As previously reported, the European nation had been tipped to secure a return to the WRC with its Masurian gravel roads last appearing in the championship in 2017.
Poland has been vying to return to the WRC since it lost its place on the calendar due to repeated breaches of spectator safety.
Poland’s return was confirmed by rally organisers at the event’s official launch in Warsaw, which was attended by Polish ex-Formula 1 and rally driver Robert Kubica, 2022 WRC2 champion Kajetan Kajetanowicz and Polish rally rival Mikolaj Marczyk.
It has been confirmed that the rally, which has featured on the European Rally Championship calendar, is set to take place from 27-30 June.
“It has always been our goal to return the Rally of Poland to the world championship cycle. It is a source of joy and pride for us that the efforts of the Polish Motor Association have been successful thanks to the organisation of the rally at the highest level, confirmed by FIA reports, as well as very good cooperation with ORLEN S.A, our title sponsor and reliable long-term partner,” said Michał Sikora, president of the Polish Motor Association.
“The rally’s promotion to the WRC series is certainly a dream come true for fans, who will, as always, fill the safe zones prepared for them to admire the unparalleled skills of stars such as Kalle Rovanpera, Sebastien Ogier, Ott Tanak, Thierry Neuville and Elfyn Evans.
“Intensive work is already underway on the 80th anniversary edition of the rally, which will be an exceptional sporting event for everyone.”
Confirmation of Poland’s inclusion appears to have set the 2024 WRC 13-round calendar. Poland will effectively replace Mexico which is set to drop off the schedule.
The WRC had initially hoped that Saudi Arabia and the USA could host rounds next year, although both events have been shelved for 2025, alongside a possible return to Argentina.
Winners Thierry Neuville, Nicolas Gilsoul, Hyundai Motorsport
Photo by: Sutton Images
As announced earlier this year, Latvia will make its WRC debut next year with the gravel round stepping up from the ERC to replace Estonia.

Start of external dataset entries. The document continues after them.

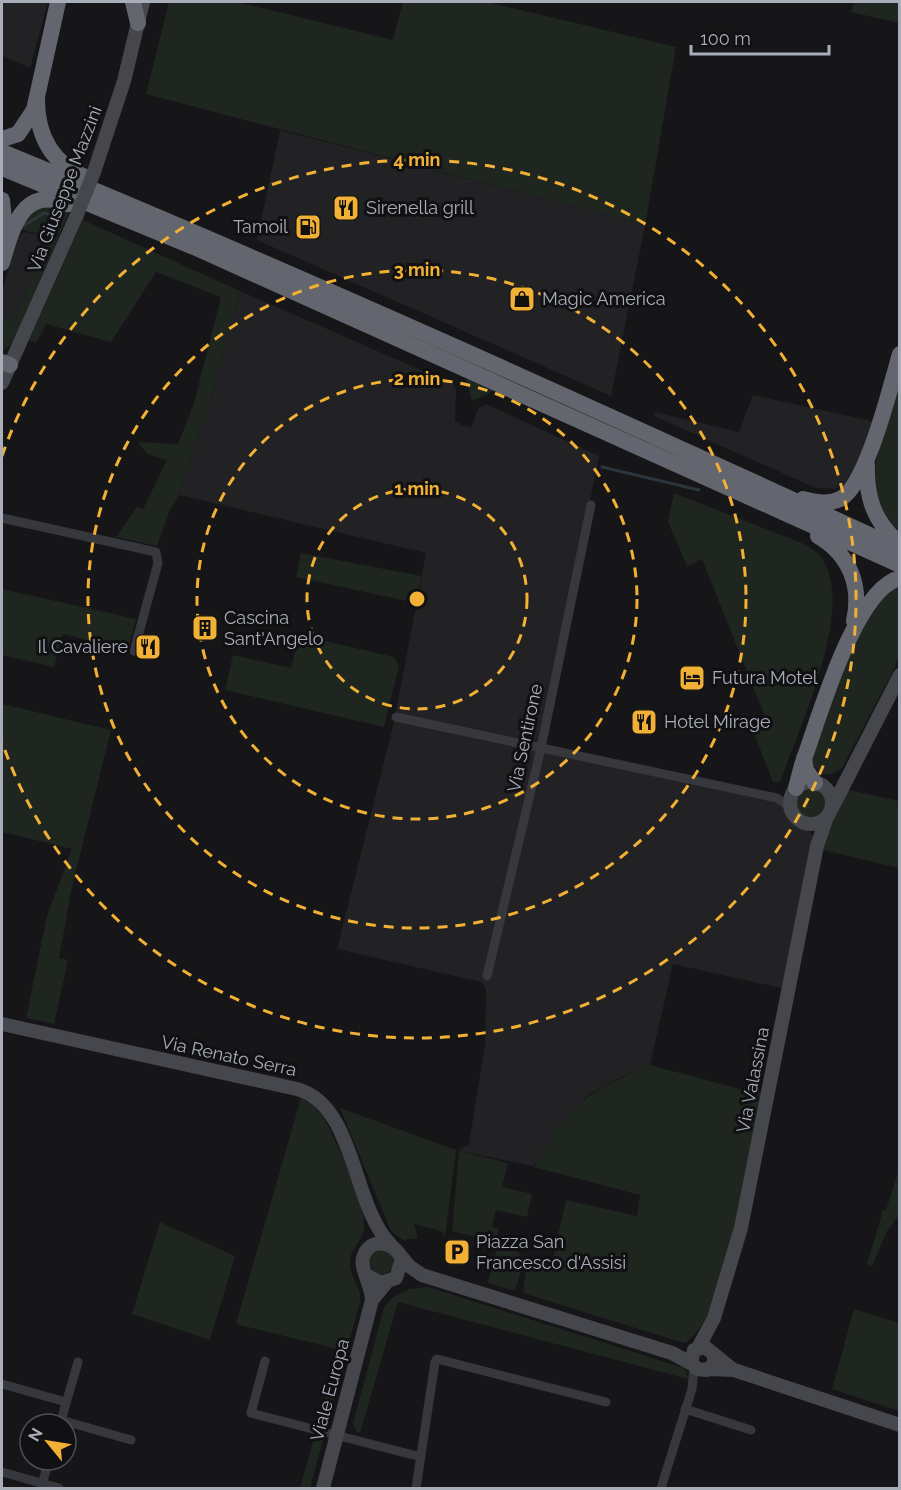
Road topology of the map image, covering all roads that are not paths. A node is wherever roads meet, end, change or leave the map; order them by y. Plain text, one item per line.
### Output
1 (58, 2) edge
2 (133, 2) edge
3 (143, 2) edge
4 (138, 23) junction
5 (37, 96) junction
6 (2, 139) edge
7 (2, 152) edge
8 (2, 168) edge
9 (2, 200) edge
10 (118, 215) junction
11 (159, 217) junction
12 (3, 257) edge
13 (898, 362) edge
14 (4, 372) edge
15 (867, 462) junction
16 (777, 492) junction
17 (591, 505) dead end
18 (795, 516) junction
19 (2, 518) edge
20 (900, 544) edge
21 (900, 549) edge
22 (900, 565) edge
23 (900, 578) edge
24 (852, 631) junction
25 (134, 651) dead end
26 (900, 675) edge
27 (396, 717) dead end
28 (541, 748) junction
29 (804, 758) junction
30 (846, 779) junction
31 (819, 784) junction
32 (795, 789) junction
33 (777, 798) junction
34 (791, 808) junction
35 (829, 813) junction
36 (807, 824) junction
37 (817, 846) junction
38 (487, 976) dead end
39 (2, 1024) edge
40 (375, 1218) junction
41 (391, 1245) junction
42 (368, 1249) junction
43 (401, 1256) junction
44 (423, 1275) junction
45 (368, 1276) junction
46 (391, 1280) junction
47 (372, 1300) junction
48 (702, 1359) junction
49 (265, 1361) dead end
50 (78, 1362) dead end
51 (2, 1384) edge
52 (66, 1402) junction
53 (606, 1402) dead end
54 (685, 1409) junction
55 (64, 1412) edge
56 (900, 1425) edge
57 (78, 1426) edge
58 (751, 1430) dead end
59 (337, 1435) junction
60 (131, 1440) dead end
61 (421, 1457) junction
62 (2, 1472) edge
63 (42, 1486) edge
64 (59, 1488) edge
65 (323, 1488) edge
66 (416, 1488) edge
67 (661, 1488) edge

1 - 5 highway
2 - 4 highway
3 - 4 street, Via Giuseppe Mazzini
4 - 14 street, Via Giuseppe Mazzini, bridge
5 - 6 highway
5 - 11 highway
7 - 11 highway
8 - 10 highway
9 - 12 highway
10 - 12 highway
10 - 18 highway
11 - 16 highway
13 - 15 highway
15 - 16 highway
15 - 20 highway
16 - 21 highway
17 - 28 street, Via Sentirone
18 - 22 highway
18 - 24 highway
19 - 25 street
23 - 24 highway
24 - 29 highway
26 - 30 street, Via Valassina
27 - 28 street
28 - 33 street
28 - 38 street, Via Sentirone
29 - 31 highway
29 - 32 highway
30 - 31 street
30 - 35 street, Via Valassina
31 - 32 street
31 - 35 street
32 - 33 street
32 - 34 street
33 - 34 street
34 - 36 street
35 - 36 street
35 - 37 street, Via Valassina
36 - 37 street
37 - 48 street, Via Valassina
39 - 40 street, Via Renato Serra
40 - 41 street, Via Renato Serra
40 - 42 street
41 - 42 street
41 - 43 street
42 - 45 street
43 - 44 street
43 - 46 street
44 - 46 street
44 - 48 street
45 - 46 street
45 - 47 street, Viale Europa
46 - 47 street, Viale Europa
47 - 59 street, Viale Europa
48 - 54 street, Via Valassina
48 - 56 street
49 - 59 street
50 - 52 street
51 - 52 street
52 - 55 street
53 - 61 street
54 - 58 street
54 - 67 street, Via Valassina
57 - 60 street
59 - 61 street
59 - 65 street, Viale Europa
61 - 66 street
62 - 63 street
63 - 64 street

The calendar is expected to be officially ratified at the FIA’s World Motor Sport Council scheduled for 19 October.
However, it has already been confirmed that the season will begin in Monte Carlo (22-28 January), which will relocate to the tow of Gap instead of basing itself in Monte Carlo.
A trip to Sweden is expected to follow with Kenya tipped to hold the third round instead of its usual June slot. The calendar is understood to feature rounds in Croatia, Portugal, Sardinia, Poland, Latvia, Finland, Greece, Chile, Central Europe and Japan.